Module: Cassie::Statements::Execution::BatchedFetching

Extended by:
ActiveSupport::Concern
Defined in:
lib/cassie/statements/execution/batched_fetching.rb

Instance Method Summary collapse

Instance Method Details

#fetch_each(opts = {}) ⇒ Object

Uses #fetch_in_batches with a batch size of 1000 (or as specified by the :batch_size option) to enumerate through all records, while using batches to limit resource consumption.

If you do not provide a block to #fetch_each, it will return an Enumerator for chaining with other methods.

UsersByPositionQuery.fetch_each.with_index do |user, index|
  user.position = index
  UserMapper.update_position(user)
end

Options

  • :batch_size - Specifies the size of the batch. Default to 1000.

NOTE: Any limit specified on the query will affect the batched set. Cassandra internal paging is used for batching.



27
28
29
30
31
32
33
# File 'lib/cassie/statements/execution/batched_fetching.rb', line 27

def fetch_each(opts={})
  return to_enum(:fetch_each, opts) unless block_given?
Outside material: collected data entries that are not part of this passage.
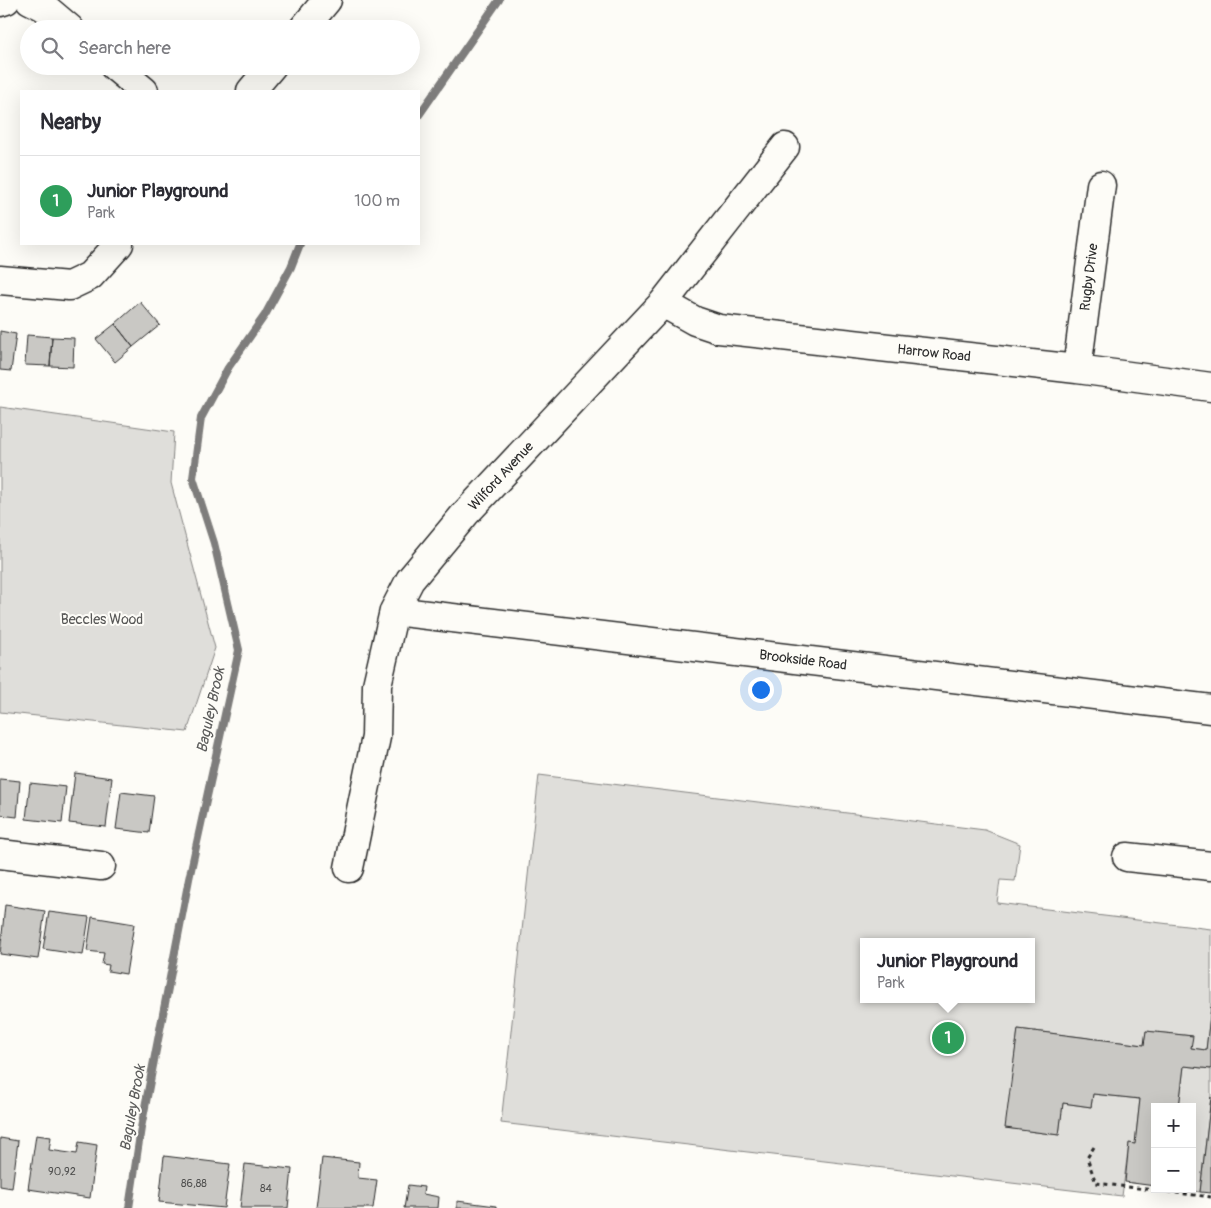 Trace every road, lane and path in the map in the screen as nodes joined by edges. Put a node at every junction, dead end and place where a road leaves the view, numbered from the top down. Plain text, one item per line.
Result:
1 (6, 0) edge
2 (30, 0) edge
3 (327, 0) edge
4 (0, 2) edge
5 (59, 20) edge
6 (310, 20) edge
7 (125, 75) edge
8 (264, 75) edge
9 (143, 90) edge
10 (252, 90) edge
11 (785, 147) dead end
12 (1101, 185) dead end
13 (118, 245) edge
14 (0, 280) edge
15 (663, 303) junction
16 (1077, 369) junction
17 (1211, 387) edge
18 (394, 611) junction
19 (1211, 709) edge
20 (0, 854) edge
21 (1127, 857) dead end
22 (101, 866) dead end
23 (1211, 866) edge
24 (349, 868) dead end
25 (1094, 1146) dead end
26 (1211, 1197) edge

1 - 4 street
2 - 5 street
3 - 6 street
7 - 9 street
8 - 10 street
11 - 15 street, Wilford Avenue
12 - 16 street, Rugby Drive
13 - 14 street
15 - 16 street, Harrow Road
15 - 18 street, Wilford Avenue
16 - 17 street, Harrow Road
18 - 19 street, Brookside Road
18 - 24 street, Wilford Avenue
20 - 22 street
21 - 23 street
25 - 26 path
  fetch_in_batches(opts) do |records|
    records.each { |record| yield record }
  end
end

#fetch_in_batches(opts = {}) ⇒ Object

Yields each batch of records that was found by the options as an array.
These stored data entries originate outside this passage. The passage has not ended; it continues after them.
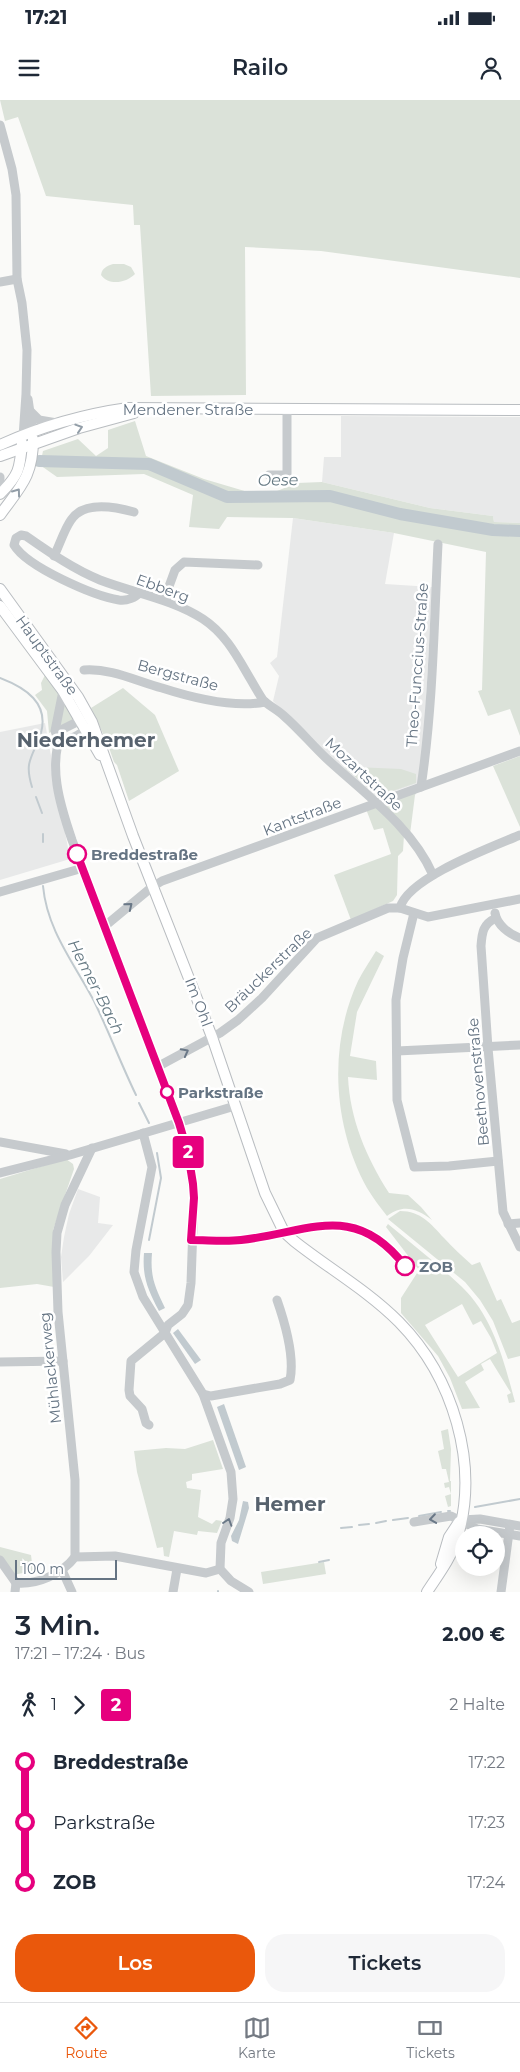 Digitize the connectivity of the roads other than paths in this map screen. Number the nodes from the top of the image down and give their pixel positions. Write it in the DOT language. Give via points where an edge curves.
graph roads {
  1 [pos="0,125"];
  2 [pos="2,137"];
  3 [pos="5,158"];
  4 [pos="17,279"];
  5 [pos="0,282"];
  6 [pos="26,394"];
  7 [pos="152,409"];
  8 [pos="287,409"];
  9 [pos="520,410"];
  10 [pos="31,412"];
  11 [pos="62,423"];
  12 [pos="28,435"];
  13 [pos="33,444"];
  14 [pos="0,445"];
  15 [pos="22,448"];
  16 [pos="0,456"];
  17 [pos="269,475"];
  18 [pos="0,477"];
  19 [pos="0,492"];
  20 [pos="134,512"];
  21 [pos="0,515"];
  22 [pos="438,544"];
  23 [pos="54,556"];
  24 [pos="258,565"];
  25 [pos="0,589"];
  26 [pos="140,592"];
  27 [pos="164,600"];
  28 [pos="0,606"];
  29 [pos="11,613"];
  30 [pos="84,670"];
  31 [pos="63,691"];
  32 [pos="265,702"];
  33 [pos="81,720"];
  34 [pos="89,726"];
  35 [pos="58,740"];
  36 [pos="520,751"];
  37 [pos="421,787"];
  38 [pos="375,803"];
  39 [pos="520,835"];
  40 [pos="83,868"];
  41 [pos="433,875"];
  42 [pos="152,887"];
  43 [pos="0,892"];
  44 [pos="520,899"];
  45 [pos="493,905"];
  46 [pos="400,908"];
  47 [pos="414,913"];
  48 [pos="496,918"];
  49 [pos="105,926"];
  50 [pos="520,938"];
  51 [pos="212,1037"];
  52 [pos="520,1045"];
  53 [pos="488,1048"];
  54 [pos="397,1051"];
  55 [pos="157,1067"];
  56 [pos="235,1106"];
  57 [pos="179,1123"];
  58 [pos="143,1133"];
  59 [pos="0,1142"];
  60 [pos="92,1148"];
  61 [pos="73,1154"];
  62 [pos="498,1161"];
  63 [pos="0,1173"];
  64 [pos="76,1178"];
  65 [pos="520,1223"];
  66 [pos="508,1224"];
  67 [pos="284,1232"];
  68 [pos="191,1240"];
  69 [pos="520,1247"];
  70 [pos="277,1300"];
  71 [pos="165,1333"];
  72 [pos="63,1361"];
  73 [pos="0,1362"];
  74 [pos="203,1394"];
  75 [pos="149,1425"];
  76 [pos="456,1518"];
  77 [pos="414,1522"];
  78 [pos="510,1525"];
  79 [pos="520,1526"];
  80 [pos="508,1535"];
  81 [pos="520,1536"];
  82 [pos="75,1557"];
  83 [pos="0,1560"];
  84 [pos="177,1569"];
  85 [pos="220,1569"];
  86 [pos="62,1570"];
  87 [pos="16,1587"];
  88 [pos="72,1592"];
  89 [pos="173,1592"];
  90 [pos="249,1592"];
  91 [pos="428,1592"];
  92 [pos="501,1592"];
  1 -- 2 [label="street"];
  2 -- 3 [label="street"];
  3 -- 4 [label="street" via="16,195"];
  4 -- 5 [label="street"];
  4 -- 6 [label="street" via="25,325"];
  6 -- 10 [label="street"];
  6 -- 12 [label="street"];
  7 -- 8 [label="main road, Mendener Straße"];
  7 -- 11 [label="main road, Mendener Straße" via="128,408"];
  13 -- 7 [label="main road, one-way" via="98,422"];
  8 -- 9 [label="main road, Mendener Straße"];
  8 -- 17 [label="street" via="287,475"];
  10 -- 11 [label="street" via="39,420"];
  10 -- 12 [label="street"];
  11 -- 12 [label="main road, Mendener Straße"];
  12 -- 13 [label="main road"];
  12 -- 14 [label="main road, Mendener Straße"];
  12 -- 15 [label="main road"];
  13 -- 15 [label="main road"];
  21 -- 13 [label="main road, one-way" via="27,478"];
  15 -- 16 [label="main road"];
  15 -- 19 [label="main road" via="12,484"];
  18 -- 19 [label="street"];
  20 -- 23 [label="street" via="117,507 83,510 70,521"];
  22 -- 37 [label="street, Theo-Funccius-Straße" via="431,698"];
  23 -- 26 [label="street, Ebberg" via="98,579"];
  23 -- 26 [label="street, Ebberg" via="26,536 16,538 14,544 18,552 54,575 121,600 135,598"];
  24 -- 27 [label="street" via="184,562 175,570"];
  25 -- 29 [label="main road, Hauptstraße"];
  26 -- 27 [label="street, Ebberg"];
  27 -- 32 [label="street, Ebberg" via="195,614 229,643"];
  28 -- 29 [label="main road, Hauptstraße"];
  29 -- 31 [label="main road, Hauptstraße"];
  29 -- 34 [label="main road, Hauptstraße" via="78,697"];
  30 -- 32 [label="street, Bergstraße" via="129,677 219,701"];
  31 -- 33 [label="main road, Hauptstraße"];
  31 -- 35 [label="street, Hauptstraße" via="55,731"];
  32 -- 38 [label="street, Mozartstraße" via="284,715"];
  33 -- 34 [label="main road, Hauptstraße"];
  33 -- 35 [label="street" via="63,729"];
  34 -- 35 [label="street" via="64,741"];
  34 -- 42 [label="main road, Im Ohl" via="111,773"];
  35 -- 40 [label="street, Hauptstraße" via="55,769 60,800"];
  36 -- 37 [label="street, Kantstraße"];
  37 -- 38 [label="street, Kantstraße"];
  38 -- 41 [label="street, Mozartstraße" via="410,836"];
  38 -- 42 [label="street, Kantstraße"];
  39 -- 41 [label="street"];
  40 -- 43 [label="street"];
  40 -- 49 [label="street, Hauptstraße"];
  41 -- 46 [label="street" via="405,896"];
  49 -- 42 [label="street, Kantstraße, one-way"];
  42 -- 51 [label="main road, Im Ohl"];
  44 -- 45 [label="street"];
  45 -- 47 [label="street" via="428,917"];
  45 -- 48 [label="street"];
  46 -- 47 [label="street"];
  46 -- 51 [label="street, Bräuckerstraße" via="388,908 317,938 250,1010"];
  47 -- 54 [label="street" via="396,1000"];
  48 -- 50 [label="street" via="512,935"];
  48 -- 53 [label="street, Beethovenstraße" via="483,929 481,946"];
  49 -- 55 [label="street, Hauptstraße"];
  55 -- 51 [label="street, Bräuckerstraße, one-way"];
  51 -- 56 [label="main road, Im Ohl"];
  52 -- 53 [label="street"];
  53 -- 54 [label="street"];
  53 -- 62 [label="street, Beethovenstraße"];
  54 -- 62 [label="street" via="397,1100 414,1166"];
  55 -- 57 [label="street, Hauptstraße"];
  56 -- 57 [label="street"];
  56 -- 67 [label="main road, Im Ohl" via="265,1193"];
  57 -- 58 [label="street"];
  57 -- 68 [label="street, Hauptstraße" via="188,1153 194,1198"];
  58 -- 60 [label="street"];
  58 -- 71 [label="street" via="152,1168 134,1272 143,1297"];
  59 -- 61 [label="street"];
  60 -- 61 [label="street"];
  60 -- 64 [label="street, Mühlackerweg"];
  61 -- 63 [label="street"];
  61 -- 64 [label="street, Mühlackerweg"];
  62 -- 66 [label="street, Beethovenstraße" via="503,1212"];
  64 -- 72 [label="street, Mühlackerweg" via="57,1233"];
  65 -- 66 [label="street"];
  66 -- 69 [label="street, Beethovenstraße"];
  67 -- 68 [label="street" via="240,1240"];
  67 -- 76 [label="main road" via="383,1307 434,1366 452,1406 460,1442 464,1477"];
  68 -- 71 [label="street, Hauptstraße" via="188,1305 168,1325"];
  70 -- 74 [label="street" via="285,1324 292,1370 290,1380 211,1396"];
  71 -- 74 [label="street"];
  71 -- 75 [label="street, Hauptstraße" via="134,1357 130,1365 130,1396"];
  72 -- 73 [label="street"];
  72 -- 82 [label="street, Mühlackerweg" via="76,1480"];
  85 -- 74 [label="street, one-way" via="221,1543 233,1499 232,1481"];
  76 -- 77 [label="street, one-way"];
  76 -- 78 [label="street"];
  76 -- 80 [label="street" via="477,1530"];
  76 -- 91 [label="main road" via="452,1552"];
  78 -- 79 [label="street"];
  78 -- 80 [label="street"];
  80 -- 81 [label="street"];
  80 -- 92 [label="street"];
  82 -- 84 [label="street" via="115,1556"];
  82 -- 86 [label="street"];
  83 -- 87 [label="street"];
  84 -- 85 [label="street" via="206,1573"];
  84 -- 89 [label="street"];
  85 -- 90 [label="street" via="231,1581"];
  86 -- 87 [label="street"];
  86 -- 88 [label="street"];
}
If you do not provide a block to find_in_batches, it will return an Enumerator for chaining with other methods.

query.fetch_in_batches do |records|
 puts "max score in group: #{records.max{ |a, b| a.score <=> b.score }}"
end

"max score in group: 26"

Options

  • :batch_size - Specifies the size of the batch. Default to 1000.

NOTE: Any limit specified on the query will affect the batched set. Cassandra internal paging is used for batching.



50
51
52
53
54
55
56
57
58
59
60
61
62
63
64
65
66
67
68
69
70
71
72
73
74
75
76
77
78
79
80
81
# File 'lib/cassie/statements/execution/batched_fetching.rb', line 50

def fetch_in_batches(opts={})
  opts[:batch_size] ||= 1000

  # spawn the new query as soon as the enumerable is created
  # rather than waiting until the firt iteration is executed.
  # The client could mutate the object between these moments,
  # however we don't want to spawn twice if a block isn't passed.
  paged_query = opts.delete(:_paged_query) || self.clone

  return to_enum(:fetch_in_batches, opts.merge(_paged_query: paged_query)) unless block_given?

  # use Cassandra internal paging
  # but clone the query to isolate it
  # and allow all paging queries
  # to execute within a Cassie::Query
  # for use of other features, like logging
  #
  # note: stateless page size is independent from limit
  paged_query.stateless_page_size = opts[:batch_size]
  paged_query.paging_state = nil

  loop do
    # done if the previous result was the last page
    break if paged_query.result && paged_query.result.last_page?
    raise page_size_changed_error(opts[:batch_size]) if opts[:batch_size] != paged_query.stateless_page_size

    batch = paged_query.fetch
    paged_query.paging_state = paged_query.result.paging_state

    yield batch
  end
end